Architecture: Essential Agent for Digital Transformation

BrainBlog for vFunction by Jason Bloomberg

Enterprises have been implementing digital transformation initiatives for over a decade, but even now, most of those efforts fall short. What gives?

Digital leaders frequently focus the effort on software. Software, however, is not the point of digital transformation. Such transformation is indeed software-powered, but even more so, it is customer-driven.

Customer-driven change as broad as digital transformation is difficult and risky. More often than not, the organization’s software efforts aren’t up to the task.

Instead of focusing digital efforts solely on software, organizations must adopt change as a core competency. Digital transformation represents ongoing, transformative change across the organization, not just its software initiatives.

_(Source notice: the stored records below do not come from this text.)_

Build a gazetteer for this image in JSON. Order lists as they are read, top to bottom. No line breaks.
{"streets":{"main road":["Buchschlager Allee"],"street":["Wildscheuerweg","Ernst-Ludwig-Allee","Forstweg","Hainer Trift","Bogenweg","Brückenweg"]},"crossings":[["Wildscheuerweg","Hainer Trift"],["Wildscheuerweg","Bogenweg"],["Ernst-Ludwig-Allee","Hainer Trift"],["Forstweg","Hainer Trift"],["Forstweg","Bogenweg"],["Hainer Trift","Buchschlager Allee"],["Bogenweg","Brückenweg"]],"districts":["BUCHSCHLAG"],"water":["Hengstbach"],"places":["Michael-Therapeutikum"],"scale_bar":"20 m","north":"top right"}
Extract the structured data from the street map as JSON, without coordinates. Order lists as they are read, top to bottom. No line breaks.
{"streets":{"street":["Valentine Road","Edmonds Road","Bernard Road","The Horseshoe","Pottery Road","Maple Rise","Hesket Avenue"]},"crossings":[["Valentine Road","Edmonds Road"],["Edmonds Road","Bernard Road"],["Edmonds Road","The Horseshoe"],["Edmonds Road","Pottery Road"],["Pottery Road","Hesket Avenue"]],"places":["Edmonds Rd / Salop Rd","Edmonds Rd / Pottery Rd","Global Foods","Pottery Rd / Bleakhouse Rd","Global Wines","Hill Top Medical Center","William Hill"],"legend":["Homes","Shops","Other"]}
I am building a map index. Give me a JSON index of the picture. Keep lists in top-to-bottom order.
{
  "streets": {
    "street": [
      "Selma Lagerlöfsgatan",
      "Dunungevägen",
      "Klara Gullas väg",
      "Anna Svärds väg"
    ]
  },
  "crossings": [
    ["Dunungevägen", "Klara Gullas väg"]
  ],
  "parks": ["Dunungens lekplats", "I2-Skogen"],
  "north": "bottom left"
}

Architecture is at the Center of Digital Transformation

Nevertheless, software must power the transformation — and if software fails to deal well with change, then the organization will fail as well.

Technical debt, therefore, can become the primary roadblock to digital transformation – the ball and chain that impedes software change, and with it, the organization’s broader digital transformation efforts. As a result, digital transformation raises the bar on resolving technical debt. No longer is such debt solely an IT cost concern. It now impedes digital transformation broadly – and with it, the organization’s competitive advantage.

Digital transformation success depends upon resolving issues of technical debt beyond software itself. Such debt, after all, includes obsolete ways of thinking and doing things, not just obsolete code.

The missing element that links software to these broader business transformation concerns is architecture.